The transformer language allows for complex data transformations to be defined in the mapping files by looking up values in the row and applying mathematical operations to them.

Primitive Types

The transformer language supports the following primitive types:

  • booleans - Either True or False to resolve to a true or false result respectively.

  • null - Null is used to specify that a result has no value but has been set by the transformation (this is treated as None by the python code in the background).

  • integers - Any number without a decimal point, can be positive or negative. Valid integers include 123 and -45.

  • floats - Any number with a decimal point or written in e-notation format, can be positive or negative. Valid floats include 12.3, -45.6 and 7.8e9.

  • strings - Any characters withing single quotes ('). If a single quote character is needed in the string it must be escaped using a backtick (`) which must also be escaped with a backtick is required in a string. For example the string must escape ' and ` would be represented as 'must escape `' and ``'. Valid strings include 'foo bar', '' and 'baz`'s bar'.

  • regular expressions - Regular expressions are strings that are preceded by re (or ire for case insensitive regular expressions). For example re'.*' will create a regular expression that matches all characters. The regex rules follow the same rules as the python regex rules which can be found here.

Column Lookup

To act on columns you must lookup their value from the row, this can be done in 2 ways:

  1. If the name of the column only contains alphanumeric character and underscores (_) then simply using the name of the column will get the lookup value. The name must start with an upper or lowecase letter. Valid column names include firstCol and column_2. column 3 would be invalid as it contains a space and 4thColumn would be invalid as it doesn’t start with a letter.

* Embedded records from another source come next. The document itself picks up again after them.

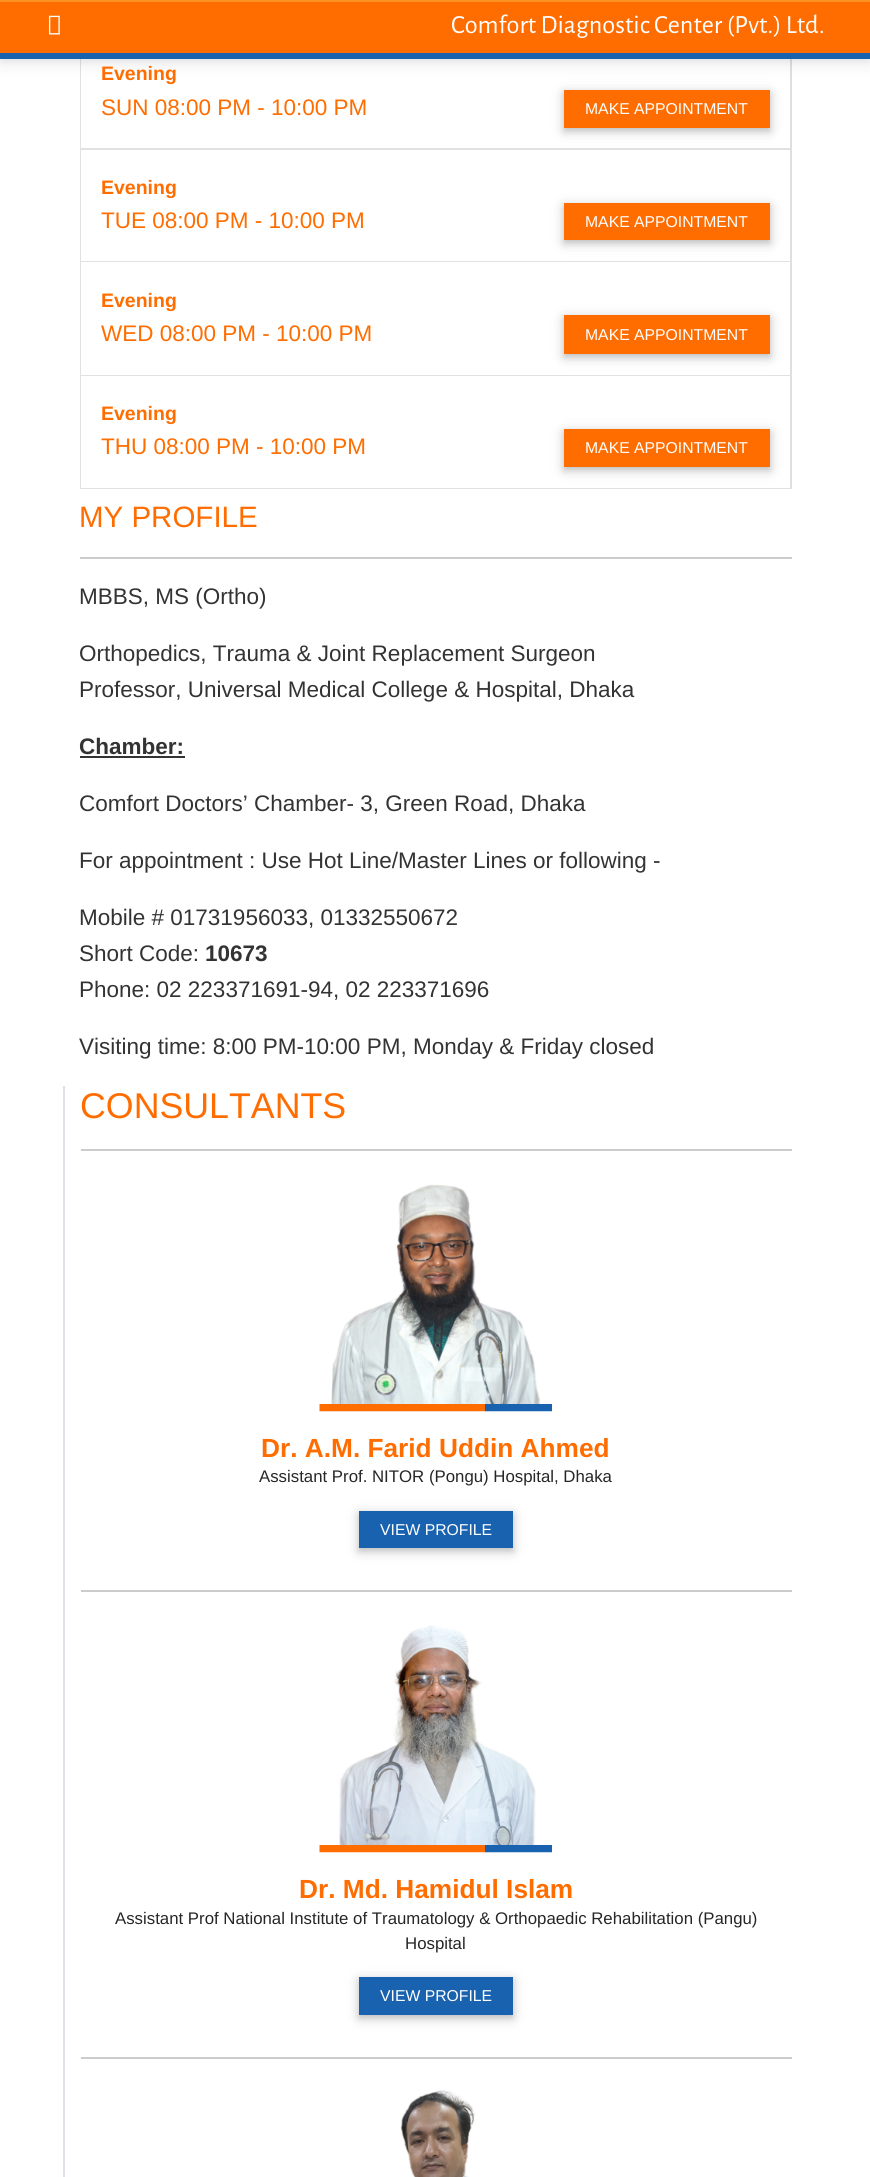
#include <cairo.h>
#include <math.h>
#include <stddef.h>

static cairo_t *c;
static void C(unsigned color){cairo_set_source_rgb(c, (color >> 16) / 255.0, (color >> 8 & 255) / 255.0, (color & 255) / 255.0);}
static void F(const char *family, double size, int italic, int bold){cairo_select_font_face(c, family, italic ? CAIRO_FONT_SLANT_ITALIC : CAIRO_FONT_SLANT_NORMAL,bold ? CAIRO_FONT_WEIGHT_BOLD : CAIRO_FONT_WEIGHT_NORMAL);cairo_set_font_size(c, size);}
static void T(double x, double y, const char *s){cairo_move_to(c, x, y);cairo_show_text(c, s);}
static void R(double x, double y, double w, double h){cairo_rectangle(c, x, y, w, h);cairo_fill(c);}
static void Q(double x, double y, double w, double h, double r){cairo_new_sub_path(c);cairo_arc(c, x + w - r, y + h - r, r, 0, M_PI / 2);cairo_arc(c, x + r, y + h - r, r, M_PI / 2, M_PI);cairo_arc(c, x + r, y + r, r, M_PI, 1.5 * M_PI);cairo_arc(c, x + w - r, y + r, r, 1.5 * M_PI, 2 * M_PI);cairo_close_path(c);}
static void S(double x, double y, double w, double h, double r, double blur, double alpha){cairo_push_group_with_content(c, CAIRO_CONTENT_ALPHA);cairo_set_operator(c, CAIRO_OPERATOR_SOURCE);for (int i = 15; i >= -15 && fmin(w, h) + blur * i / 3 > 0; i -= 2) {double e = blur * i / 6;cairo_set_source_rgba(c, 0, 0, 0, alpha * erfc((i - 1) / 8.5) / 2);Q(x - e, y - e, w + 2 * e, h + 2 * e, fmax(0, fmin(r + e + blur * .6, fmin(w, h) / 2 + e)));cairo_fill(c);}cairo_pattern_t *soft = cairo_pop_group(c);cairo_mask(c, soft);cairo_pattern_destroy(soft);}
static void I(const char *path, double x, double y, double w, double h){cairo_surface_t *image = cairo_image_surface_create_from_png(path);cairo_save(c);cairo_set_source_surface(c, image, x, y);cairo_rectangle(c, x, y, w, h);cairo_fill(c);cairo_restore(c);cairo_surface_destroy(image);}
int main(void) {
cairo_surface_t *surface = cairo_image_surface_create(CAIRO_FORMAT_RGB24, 870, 2177);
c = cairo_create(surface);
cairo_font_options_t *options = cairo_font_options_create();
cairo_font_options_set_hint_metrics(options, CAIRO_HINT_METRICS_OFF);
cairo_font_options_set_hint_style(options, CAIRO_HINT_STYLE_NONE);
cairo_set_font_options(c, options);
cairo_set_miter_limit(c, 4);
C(0xffffff);
cairo_paint(c);
C(0xdfdfdf);
cairo_new_path(c);
cairo_move_to(c,792,38);
cairo_line_to(c,792,150);
cairo_line_to(c,790,148);
cairo_line_to(c,790,38);
cairo_close_path(c);
cairo_fill(c);
cairo_set_source_rgba(c,0,0,0,0.12);
cairo_new_path(c);
cairo_move_to(c,792,150);
cairo_line_to(c,80,150);
cairo_line_to(c,81,148);
cairo_line_to(c,790,148);
cairo_close_path(c);
cairo_fill(c);
cairo_new_path(c);
cairo_move_to(c,80,150);
cairo_line_to(c,80,38);
cairo_line_to(c,81,38);
cairo_line_to(c,81,148);
cairo_close_path(c);
cairo_fill(c);
C(0x000000);
S(0,3,870,59,0,3,.05);
S(564,93,206,38,0,7.5,.1);
S(564,93,206,38,0,4,.2);
C(0xff6d00);
R(564,90,206,38);
C(0x000000);
S(0,6,870,59,0,9,.07);
C(0xff6d00);
R(0,2,870,51);
C(0xff9122);
R(0,0,870,2);
C(0x1962af);
R(0,53,870,6);
I("1.png",48,15,12,20);
F("Alegreya Sans",26.25,0,0);
C(0xffffff);
T(451,33,"Comfort Diagnostic Center (Pvt.) Ltd.");
F("Liberation Sans",19.5,0,1);
C(0xff6d00);
T(101,80,"Evening");
F("Liberation Sans",22.5,0,0);
T(101,115,"SUN 08:00 PM - 10:00 PM");
F("Liberation Sans",15.75,0,0);
C(0xffffff);
T(585,114,"MAKE APPOINTMENT");
C(0xdfdfdf);
cairo_new_path(c);
cairo_move_to(c,792,150);
cairo_line_to(c,792,262);
cairo_line_to(c,790,261);
cairo_line_to(c,790,150);
cairo_close_path(c);
cairo_fill(c);
cairo_set_source_rgba(c,0,0,0,0.12);
cairo_new_path(c);
cairo_move_to(c,792,262);
cairo_line_to(c,80,262);
cairo_line_to(c,81,261);
cairo_line_to(c,790,261);
cairo_close_path(c);
cairo_fill(c);
cairo_new_path(c);
cairo_move_to(c,80,262);
cairo_line_to(c,80,150);
cairo_line_to(c,81,150);
cairo_line_to(c,81,261);
cairo_close_path(c);
cairo_fill(c);
F("Liberation Sans",19.5,0,1);
C(0xff6d00);
T(101,194,"Evening");
F("Liberation Sans",22.5,0,0);
T(101,228,"TUE 08:00 PM - 10:00 PM");
C(0x000000);
S(564,206,206,37,0,7.5,.1);
S(564,206,206,37,0,4,.2);
C(0xff6d00);
R(564,203,206,37);
F("Liberation Sans",15.75,0,0);
C(0xffffff);
T(585,227,"MAKE APPOINTMENT");
C(0xdfdfdf);
cairo_new_path(c);
cairo_move_to(c,792,262);
cairo_line_to(c,792,376);
cairo_line_to(c,790,375);
cairo_line_to(c,790,262);
cairo_close_path(c);
cairo_fill(c);
cairo_set_source_rgba(c,0,0,0,0.12);
cairo_new_path(c);
cairo_move_to(c,792,376);
cairo_line_to(c,80,376);
cairo_line_to(c,81,375);
cairo_line_to(c,790,375);
cairo_close_path(c);
cairo_fill(c);
cairo_new_path(c);
cairo_move_to(c,80,376);
cairo_line_to(c,80,262);
cairo_line_to(c,81,262);
cairo_line_to(c,81,375);
cairo_close_path(c);
cairo_fill(c);
F("Liberation Sans",19.5,0,1);
C(0xff6d00);
T(101,307,"Evening");
F("Liberation Sans",22.5,0,0);
T(101,341,"WED 08:00 PM - 10:00 PM");
C(0x000000);
S(564,318,206,39,0,7.5,.1);
S(564,318,206,39,0,4,.2);
C(0xff6d00);
R(564,315,206,39);
F("Liberation Sans",15.75,0,0);
C(0xffffff);
T(585,340,"MAKE APPOINTMENT");
C(0xdfdfdf);
cairo_new_path(c);
cairo_move_to(c,792,376);
cairo_line_to(c,792,489);
cairo_line_to(c,790,488);
cairo_line_to(c,790,376);
cairo_close_path(c);
cairo_fill(c);
cairo_set_source_rgba(c,0,0,0,0.12);
cairo_new_path(c);
cairo_move_to(c,792,489);
cairo_line_to(c,80,489);
cairo_line_to(c,81,488);
cairo_line_to(c,790,488);
cairo_close_path(c);
cairo_fill(c);
cairo_new_path(c);
cairo_move_to(c,80,489);
cairo_line_to(c,80,376);
cairo_line_to(c,81,376);
cairo_line_to(c,81,488);
cairo_close_path(c);
cairo_fill(c);
F("Liberation Sans",19.5,0,1);
C(0xff6d00);
T(101,420,"Evening");
F("Liberation Sans",22.5,0,0);
T(101,454,"THU 08:00 PM - 10:00 PM");
C(0x000000);
S(564,432,206,38,0,7.5,.1);
S(564,432,206,38,0,4,.2);
C(0xff6d00);
R(564,429,206,38);
F("Liberation Sans",15.75,0,0);
C(0xffffff);
T(585,453,"MAKE APPOINTMENT");
F("Liberation Sans",29.5,0,0);
C(0xff6d00);
T(79,527,"MY PROFILE");
C(0xcccccc);
R(80,557,712,2);
F("Liberation Sans",22.5,0,0);
C(0x333333);
T(79,604,"MBBS, MS (Ortho)");
T(79,661,"Orthopedics, Trauma & Joint Replacement Surgeon");
T(79,697,"Professor, Universal Medical College & Hospital, Dhaka");
F("Liberation Sans",22.5,0,1);
T(79,754,"Chamber:");
R(80,756,105,2);
F("Liberation Sans",22.5,0,0);
T(79,811,"Comfort Doctors’ Chamber- 3, Green Road, Dhaka");
T(79,868,"For appointment : Use Hot Line/Master Lines or following -");
T(79,925,"Mobile # 01731956033, 01332550672");
T(79,961,"Short Code:");
F("Liberation Sans",22.5,0,1);
T(205,961,"10673");
F("Liberation Sans",22.5,0,0);
T(79,997,"Phone: 02 223371691-94, 02 223371696");
T(79,1054,"Visiting time: 8:00 PM-10:00 PM, Monday & Friday closed");
C(0xdee2e6);
R(63,1086,2,1091);
F("Liberation Sans",35.75,0,0);
C(0xff6d00);
T(80,1118,"CONSULTANTS");
C(0xcccccc);
R(81,1149,711,2);
I("2.png",319,1184,233,228);
F("Liberation Sans",26.25,0,1);
C(0xff6d00);
T(261,1457,"Dr. A.M. Farid Uddin Ahmed");
F("Liberation Sans",16.8,0,0);
C(0x262626);
T(259,1482,"Assistant Prof. NITOR (Pongu) Hospital, Dhaka");
C(0x000000);
S(359,1514,154,37,0,7.5,.1);
S(359,1514,154,37,0,4,.2);
C(0x1962af);
R(359,1511,154,37);
F("Liberation Sans",15.75,0,0);
C(0xffffff);
T(380,1535,"VIEW PROFILE");
C(0xcccccc);
R(81,1590,711,2);
I("3.png",319,1625,233,228);
F("Liberation Sans",26.25,0,1);
C(0xff6d00);
T(299,1898,"Dr. Md. Hamidul Islam");
F("Liberation Sans",16.8,0,0);
C(0x262626);
T(115,1924,"Assistant Prof National Institute of Traumatology & Orthopaedic Rehabilitation (Pangu)");
T(405,1949,"Hospital");
C(0x000000);
S(359,1980,154,38,0,7.5,.1);
S(359,1980,154,38,0,4,.2);
C(0x1962af);
R(359,1977,154,38);
F("Liberation Sans",15.75,0,0);
C(0xffffff);
T(380,2001,"VIEW PROFILE");
C(0xcccccc);
R(81,2057,711,2);
I("4.png",400,2089,76,88);
cairo_surface_write_to_png(surface, "o.png");
cairo_font_options_destroy(options);
cairo_destroy(c);
cairo_surface_destroy(surface);
return 0;
}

  2. If your columns name is not a valid name then you can use the lookup function which allows you to lookup any valid string. Using the lookup function lookup('column 3') and lookup('4thColumn') are both valid lookups.

Operations

The transformation language supports combining columns with other columns or primitive values by using mathematics operators (+-*/). Operations are performed in the expected order, multiplication and division are applied before addition and subtraction unless operations are surrounded by brackets. For example 1 + foo * 2 will multiple column foo by 2 then add 1 to the result, whereas (1 + foo) * 2 will add 1 to column foo and then multiply the result by 2.

Groupings

Takes a group of values to perform checks against them. Each expression is made from the grouping type, a list and a boolean check eg. <group> [1, 2, 3] is 4.

  • all - Allows to check if all values pass the check. For example all [a, b, c] is 4 will return True if columns a, b and c are all 4.

  • any - Allows to check if any values pass the check. For example any [a, b, c] is 4 will return True if columns a, b or c is 4.

String Manipulations

A set of functions are supplied for manipulating string:

  • join(separator, string1, string2, strings...) - joins all the provided strings with separated by the separator string. If any non strings are passed into the the function they will be converted into strings first.

  • replace(target, pattern, repl, [pattern, repl]...) - replaces pattern in target with repl. Multiple pattern and repl pairs can be supplied and each will be applied in the order they are given. pattern can be either a regular expression or string. If it’s a regular expression groups can be used and they will be available for use in repl.

  • match(target, pattern) - checks if the target string matches the pattern, if they match the result is True otherwise False. pattern may be either a string or regular expression. If a regular expression is used it must match the full string, if a string is used it is the same as value is <pattern>.

  • search(target, pattern) - checks if the pattern string is in the target, if they it is the result is True otherwise False. pattern may be either a string or regular expression.